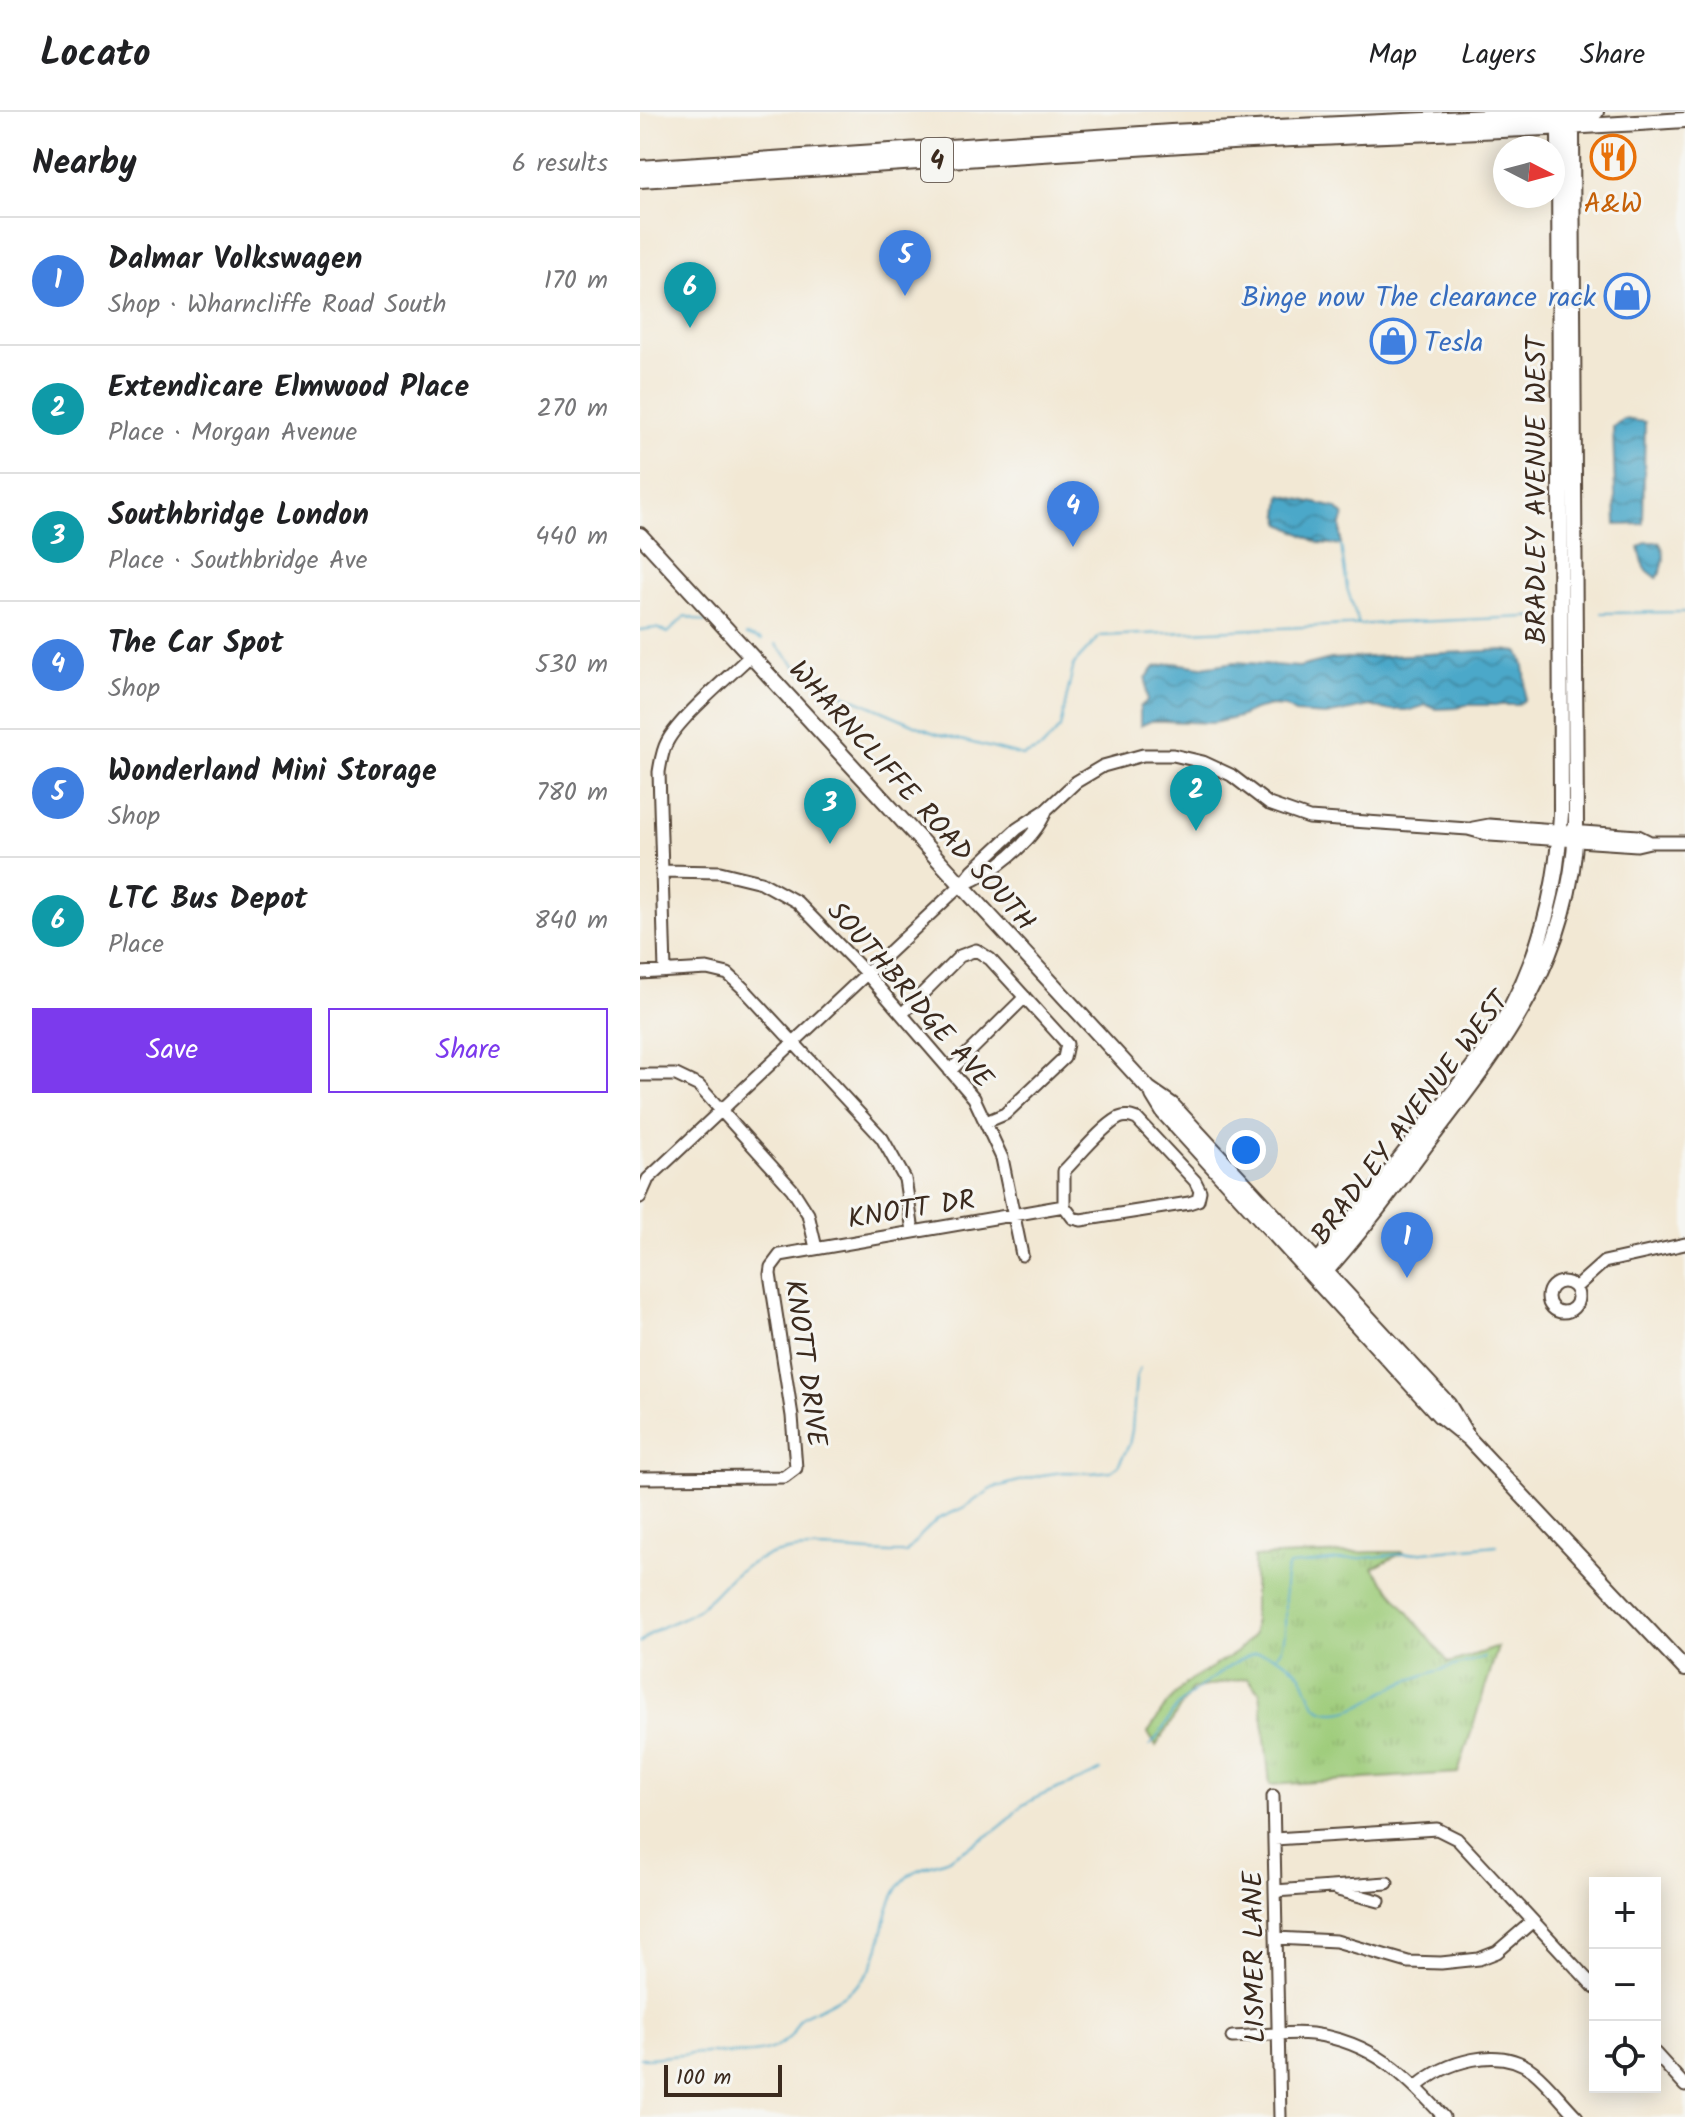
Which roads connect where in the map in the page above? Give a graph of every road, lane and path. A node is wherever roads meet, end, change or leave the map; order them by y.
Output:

------

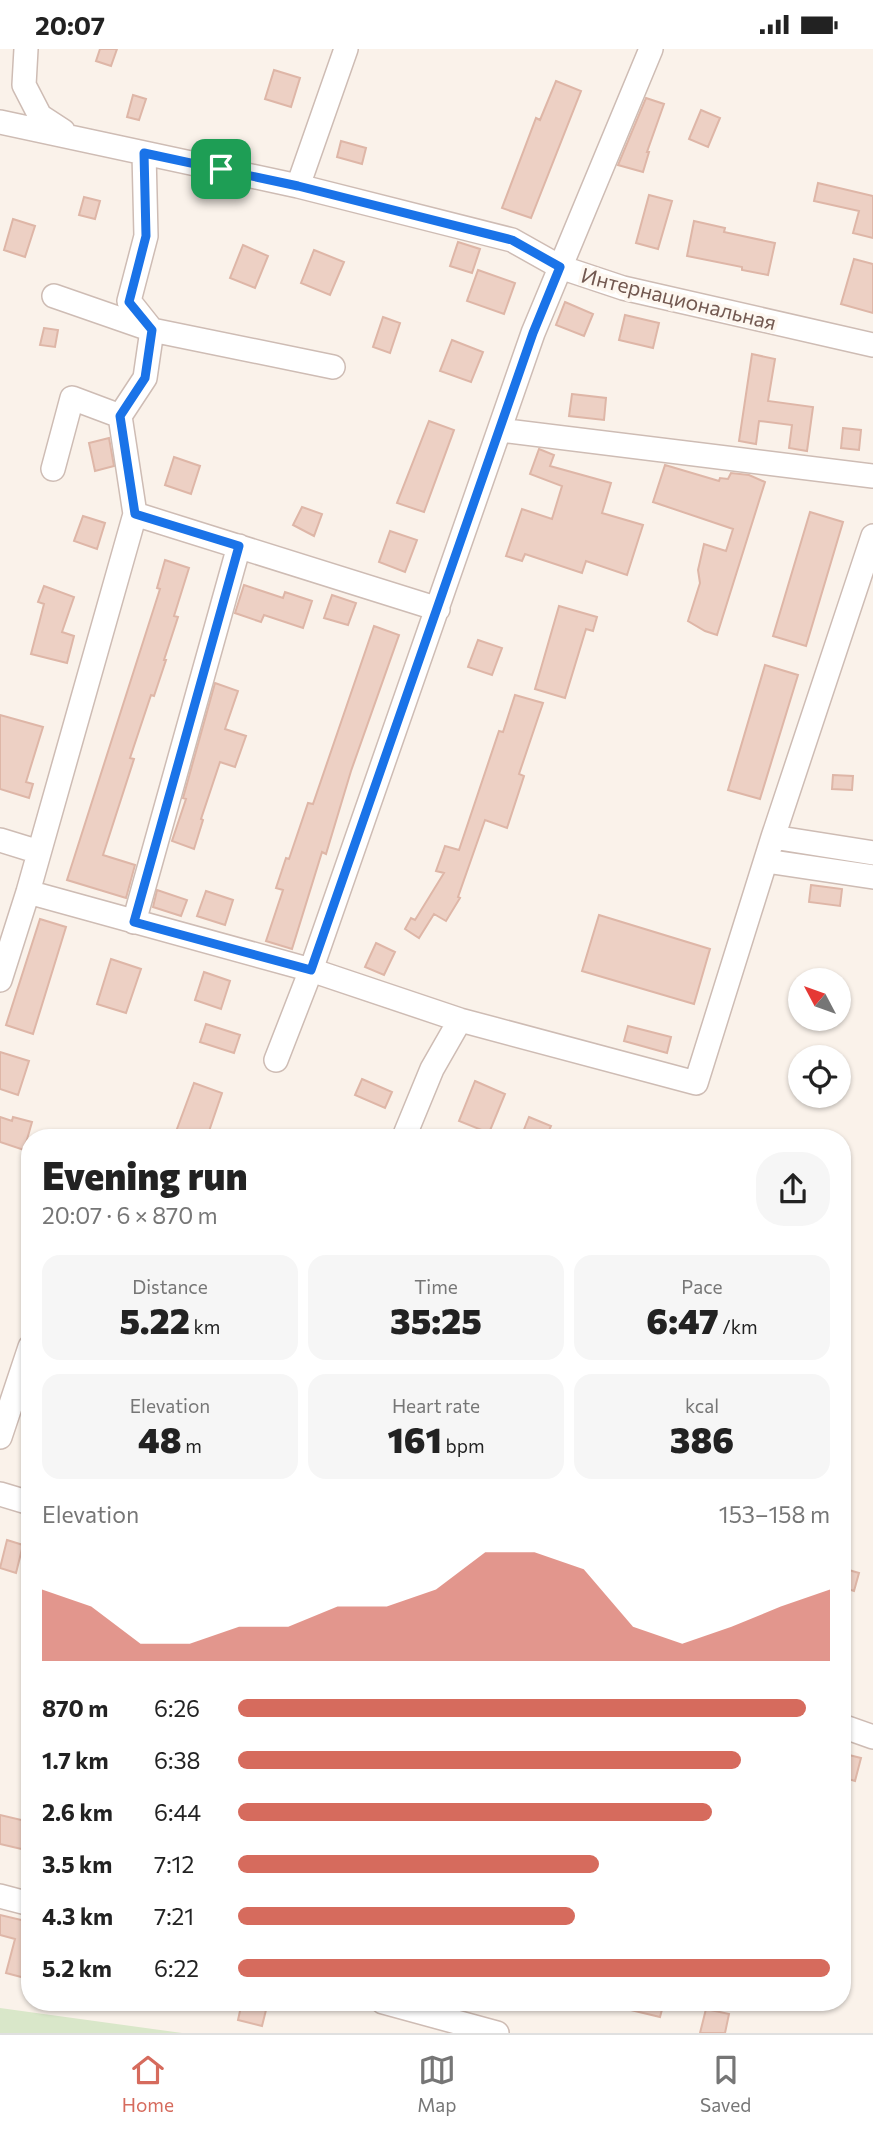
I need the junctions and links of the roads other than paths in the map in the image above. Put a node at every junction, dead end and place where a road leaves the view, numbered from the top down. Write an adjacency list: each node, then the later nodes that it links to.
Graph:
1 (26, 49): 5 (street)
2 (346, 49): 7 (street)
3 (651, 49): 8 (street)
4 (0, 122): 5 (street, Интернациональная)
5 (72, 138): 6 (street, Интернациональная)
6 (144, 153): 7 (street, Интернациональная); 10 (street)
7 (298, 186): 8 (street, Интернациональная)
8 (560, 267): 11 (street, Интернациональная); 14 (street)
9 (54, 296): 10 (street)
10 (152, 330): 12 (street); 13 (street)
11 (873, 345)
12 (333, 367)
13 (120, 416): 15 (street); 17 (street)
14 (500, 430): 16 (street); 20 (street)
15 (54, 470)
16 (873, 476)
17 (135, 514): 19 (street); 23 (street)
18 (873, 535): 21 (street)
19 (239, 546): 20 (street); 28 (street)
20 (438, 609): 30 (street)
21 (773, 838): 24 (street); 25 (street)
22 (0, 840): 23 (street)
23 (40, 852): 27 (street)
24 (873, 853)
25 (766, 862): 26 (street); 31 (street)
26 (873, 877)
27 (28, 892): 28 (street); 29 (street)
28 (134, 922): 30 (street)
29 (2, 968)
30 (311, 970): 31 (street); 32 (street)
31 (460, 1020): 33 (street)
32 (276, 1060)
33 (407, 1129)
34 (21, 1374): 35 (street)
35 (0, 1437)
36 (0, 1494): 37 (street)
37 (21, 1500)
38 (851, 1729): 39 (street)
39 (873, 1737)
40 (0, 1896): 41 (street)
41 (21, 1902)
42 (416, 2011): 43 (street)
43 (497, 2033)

------

WHAT YOU ARE ASKED TO DO:
Your answer must be a single number: how many lines in this listing hold the string "above"? Please add nothing else.

WRITTEN RESPONSE:
2